Macklemore Dicoret dari Loop Tour Sheeran: Bagaimana Industri Hiburan Menanggapi ‘Kebebasan Berbahaya’?
Menyajikan ulasan tajam seputar film lokal, internasional, dan dunia perfilman.

Macklemore resmi dicoret dari rangkaian Loop Tour Ed Sheeran setelah ia memanfaatkan panggung di Stadion MetLife, New Jersey, untuk menyuarakan dukungan terhadap Palestina dan menyerukan penghentian genosida di Gaza—langkah yang langsung memicu tekanan massal dari pemilik venue dan miliarder Robert Kraft, yang mengancam pembatalan konser.
Keputusan pencoretan, diumumkan oleh promotor Messina Touring Group, tidak hanya menimbulkan gelombang dukungan dari musisi dan aktivis, tetapi juga mengungkap ketegangan yang semakin mendalam antara industri hiburan dan isu politik yang dianggap “terlalu berbahaya” untuk dibicarakan di panggung.
Grup musik rock Garbage langsung mengecam keputusan itu sebagai “benar-benar kegilaan” dan menegaskan bahwa membela hak warga Palestina tidak berarti antisemitisme. “Ini sangat tidak adil,” tulis mereka di Billboard Senin (14/9), mengkritik industri yang cenderung membungkam suara-suara yang mengganggu kesetaraan.

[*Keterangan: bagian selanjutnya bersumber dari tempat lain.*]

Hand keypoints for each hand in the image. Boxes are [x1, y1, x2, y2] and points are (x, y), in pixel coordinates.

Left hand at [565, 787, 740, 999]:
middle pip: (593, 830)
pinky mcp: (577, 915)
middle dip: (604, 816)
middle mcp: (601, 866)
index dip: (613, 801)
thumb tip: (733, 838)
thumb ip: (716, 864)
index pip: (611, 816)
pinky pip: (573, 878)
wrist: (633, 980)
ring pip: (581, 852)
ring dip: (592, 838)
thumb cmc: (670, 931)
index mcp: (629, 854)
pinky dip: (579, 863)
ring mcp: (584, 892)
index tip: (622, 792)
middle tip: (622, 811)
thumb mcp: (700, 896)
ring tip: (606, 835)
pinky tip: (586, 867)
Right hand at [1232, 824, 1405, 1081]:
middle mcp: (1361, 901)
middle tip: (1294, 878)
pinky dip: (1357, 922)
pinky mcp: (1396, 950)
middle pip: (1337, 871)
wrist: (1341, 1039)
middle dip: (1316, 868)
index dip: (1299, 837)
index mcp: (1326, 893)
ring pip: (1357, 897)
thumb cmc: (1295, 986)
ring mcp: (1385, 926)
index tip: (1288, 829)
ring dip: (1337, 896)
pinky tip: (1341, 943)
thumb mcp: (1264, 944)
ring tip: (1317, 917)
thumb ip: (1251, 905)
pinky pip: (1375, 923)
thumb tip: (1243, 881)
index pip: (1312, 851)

Dukungan juga datang dari Kehlani, yang mengagumi keberanian Macklemore dan menyatakan bahwa “banyak tempat atau pemilik usaha” seharusnya bersatu padu untuk mendukung kebebasan berpendapat. “Merasa terhormat mengenalmu,” tulisnya, sambil memuji Macklemore sebagai simbol perlawanan terhadap “upaya membungkam” yang memprihatinkan.
Sementara itu, Greta Thunberg dan aktivis edukasi Ms. Rachel mengecam diamnya industri hiburan terhadap tewasnya puluhan ribu anak-anak di Gaza. “Genosida sedang terjadi,” tulis Ms. Rachel, menuduh Ed Sheeran “mengalah” pada pihak-pihak yang menolak mengakui kenyataan. “Kita semua harus angkat bicara mengenai hal ini.”

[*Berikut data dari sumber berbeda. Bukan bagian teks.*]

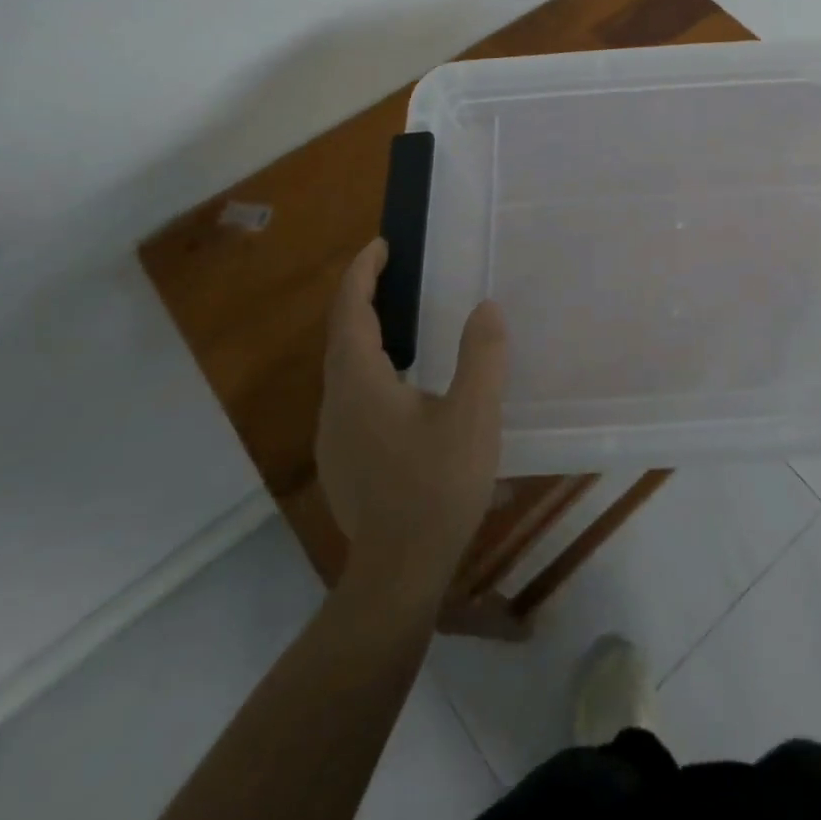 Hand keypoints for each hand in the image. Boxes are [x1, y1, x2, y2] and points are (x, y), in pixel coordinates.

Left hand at [315, 238, 507, 596]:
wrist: (398, 574)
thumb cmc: (436, 487)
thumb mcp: (473, 416)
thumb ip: (482, 357)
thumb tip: (486, 308)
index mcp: (360, 383)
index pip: (351, 311)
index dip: (362, 273)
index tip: (381, 246)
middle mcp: (337, 403)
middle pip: (341, 336)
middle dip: (362, 298)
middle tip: (394, 274)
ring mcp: (334, 436)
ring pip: (344, 369)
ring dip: (366, 335)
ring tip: (402, 322)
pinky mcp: (343, 460)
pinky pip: (352, 395)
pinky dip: (371, 368)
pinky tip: (404, 386) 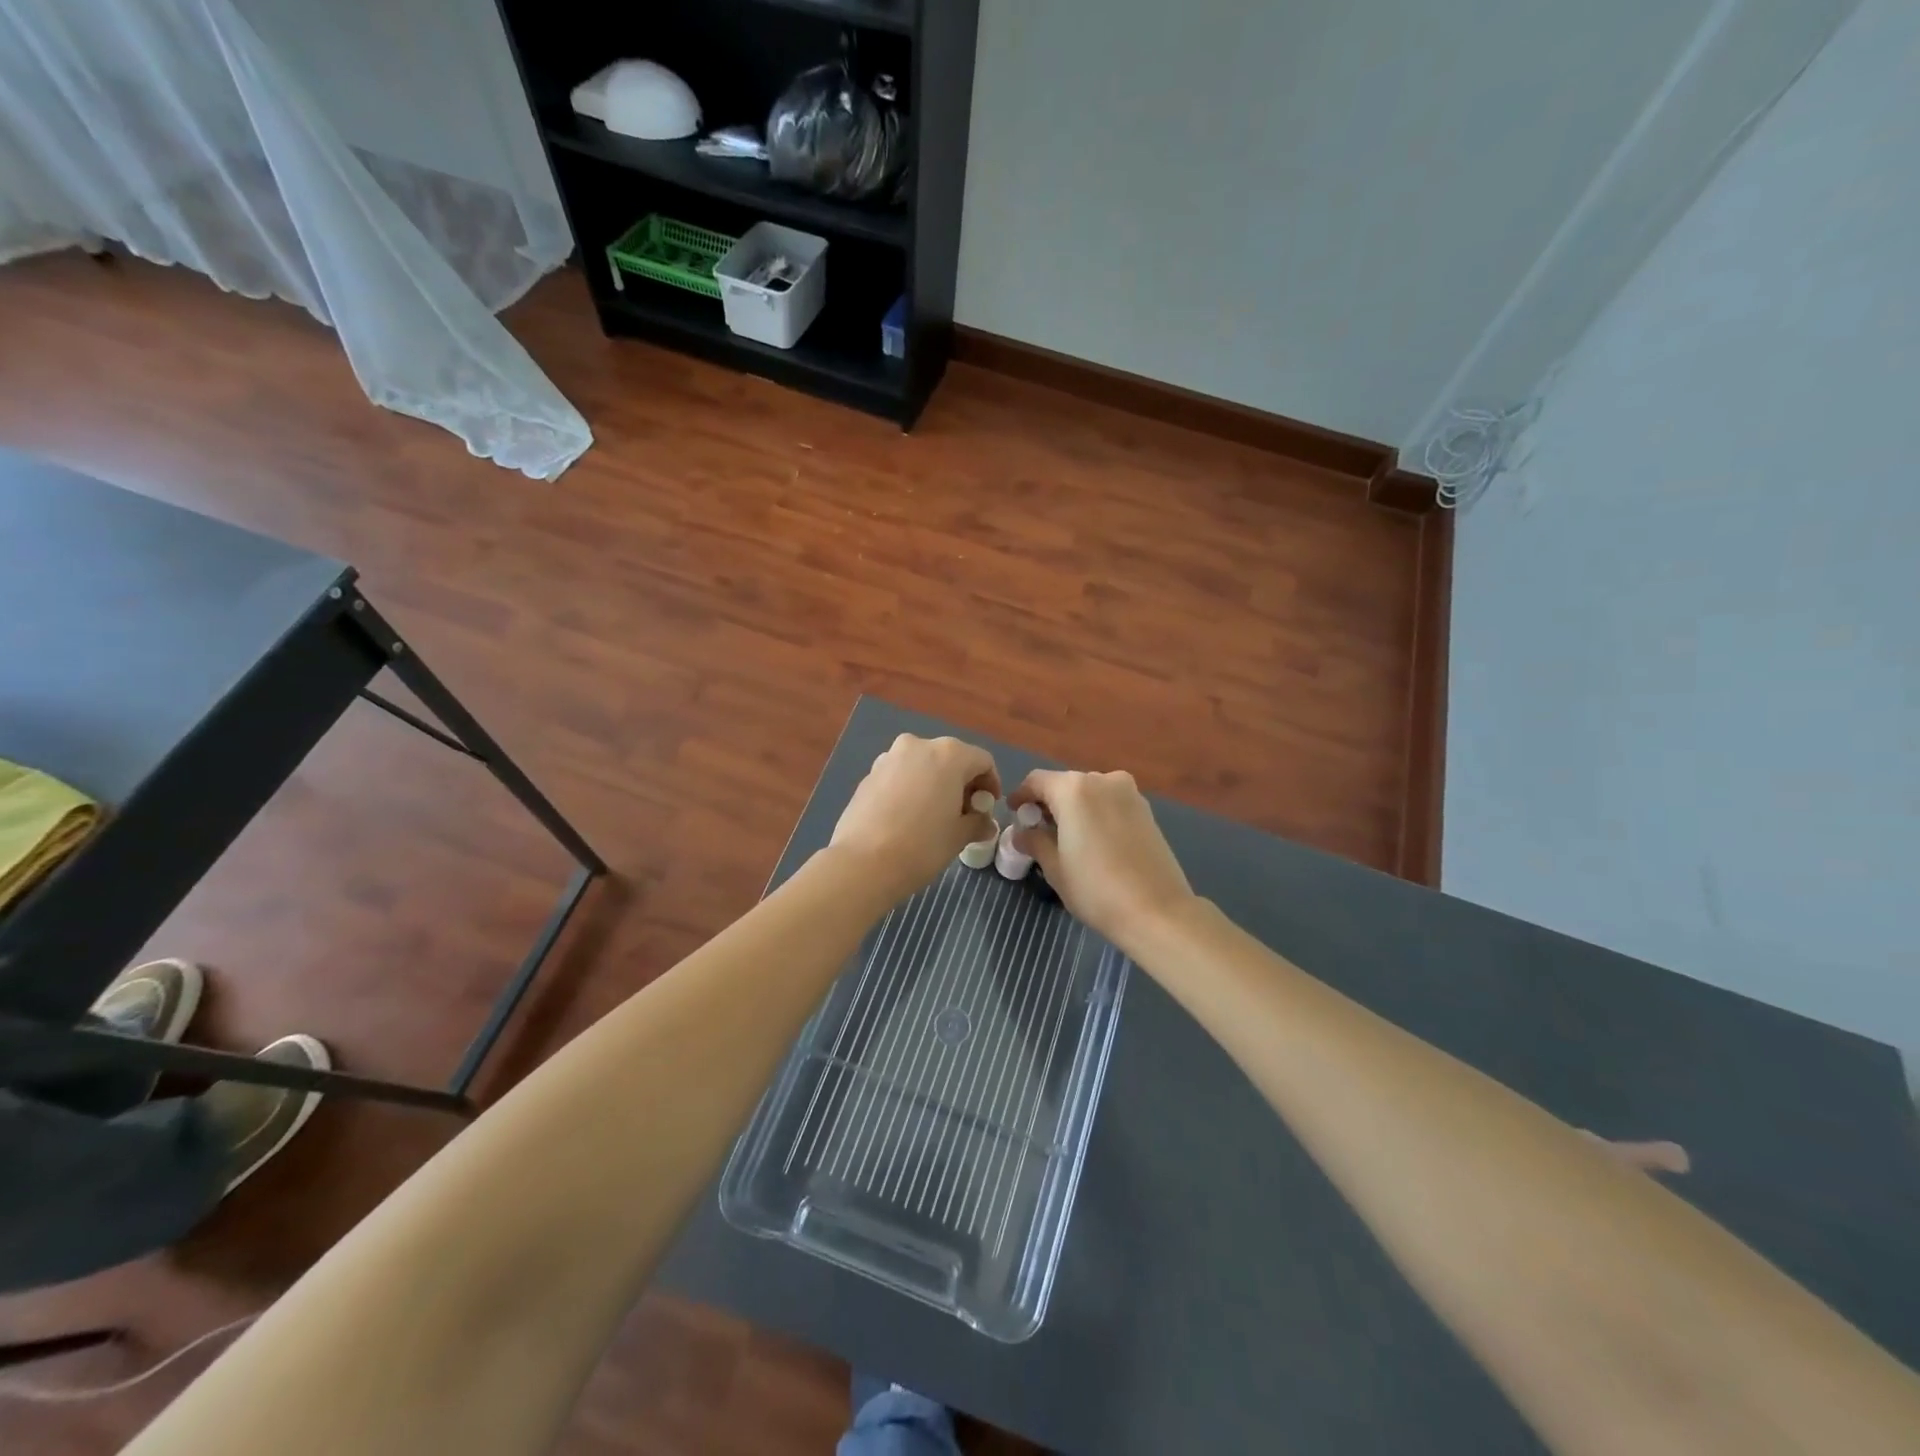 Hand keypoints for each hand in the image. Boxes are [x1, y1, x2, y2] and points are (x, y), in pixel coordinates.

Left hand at [829, 734, 999, 904]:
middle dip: (962, 783)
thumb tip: (984, 823)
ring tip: (935, 816)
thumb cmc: (922, 846)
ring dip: (935, 784)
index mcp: (949, 754)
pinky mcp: (869, 774)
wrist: (863, 863)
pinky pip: (900, 776)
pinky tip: (908, 818)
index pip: (983, 761)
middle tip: (964, 814)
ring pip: (923, 765)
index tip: (988, 809)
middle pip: (951, 759)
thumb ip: (977, 822)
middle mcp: (918, 745)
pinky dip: (911, 789)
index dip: (991, 784)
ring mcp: (889, 757)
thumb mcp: (959, 836)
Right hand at [1007, 769, 1196, 952]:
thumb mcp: (1055, 868)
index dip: (1021, 796)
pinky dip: (1096, 814)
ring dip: (1074, 809)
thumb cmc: (1096, 889)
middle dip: (1048, 803)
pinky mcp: (1146, 810)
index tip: (1013, 813)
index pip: (1036, 781)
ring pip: (1090, 793)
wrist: (1157, 911)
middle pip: (1065, 784)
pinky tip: (1093, 841)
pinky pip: (1111, 804)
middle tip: (1037, 830)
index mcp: (1074, 789)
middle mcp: (1103, 780)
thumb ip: (1035, 842)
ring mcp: (1129, 793)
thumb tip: (1023, 833)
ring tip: (1066, 838)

Meskipun kehilangan tempat dalam tour, Macklemore tidak menyalahkan Sheeran atau memusuhi publik. “Saya bukan korban. Ed Sheeran juga bukan korban,” katanya di Instagram. “Korban sesungguhnya adalah warga Palestina.” Ia bahkan menganggap keputusan ini sebagai “tur paling sukses” karena berhasil mengalihkan perhatian ke isu yang selama ini diabaikan.
Namun, rangkaian konser Ed Sheeran di Philadelphia tetap berjalan tanpa Macklemore, sementara promotor hingga kini belum memberikan pernyataan resmi. Keputusan ini juga mengingatkan pada pengaruh Robert Kraft, miliarder pemilik stadion legendaris di AS, yang telah menjadi figur kunci dalam menentukan agenda publik melalui ancaman pembatalan konser.
Analisis Redaksi
Pencoretan Macklemore bukan hanya soal kebebasan ekspresi, tetapi tanda industri hiburan yang semakin terpolarisasi di tengah krisis Palestina. Ketika 90.000 orang bisa menjadi penonton, tetapi kata-kata tentang genosida dianggap “terlalu berbahaya” untuk diucapkan, pertanyaan muncul: siapa yang benar-benar menjadi korban? Apakah industri lebih takut pada kerugian finansial daripada pada krisis kemanusiaan yang sedang berlangsung?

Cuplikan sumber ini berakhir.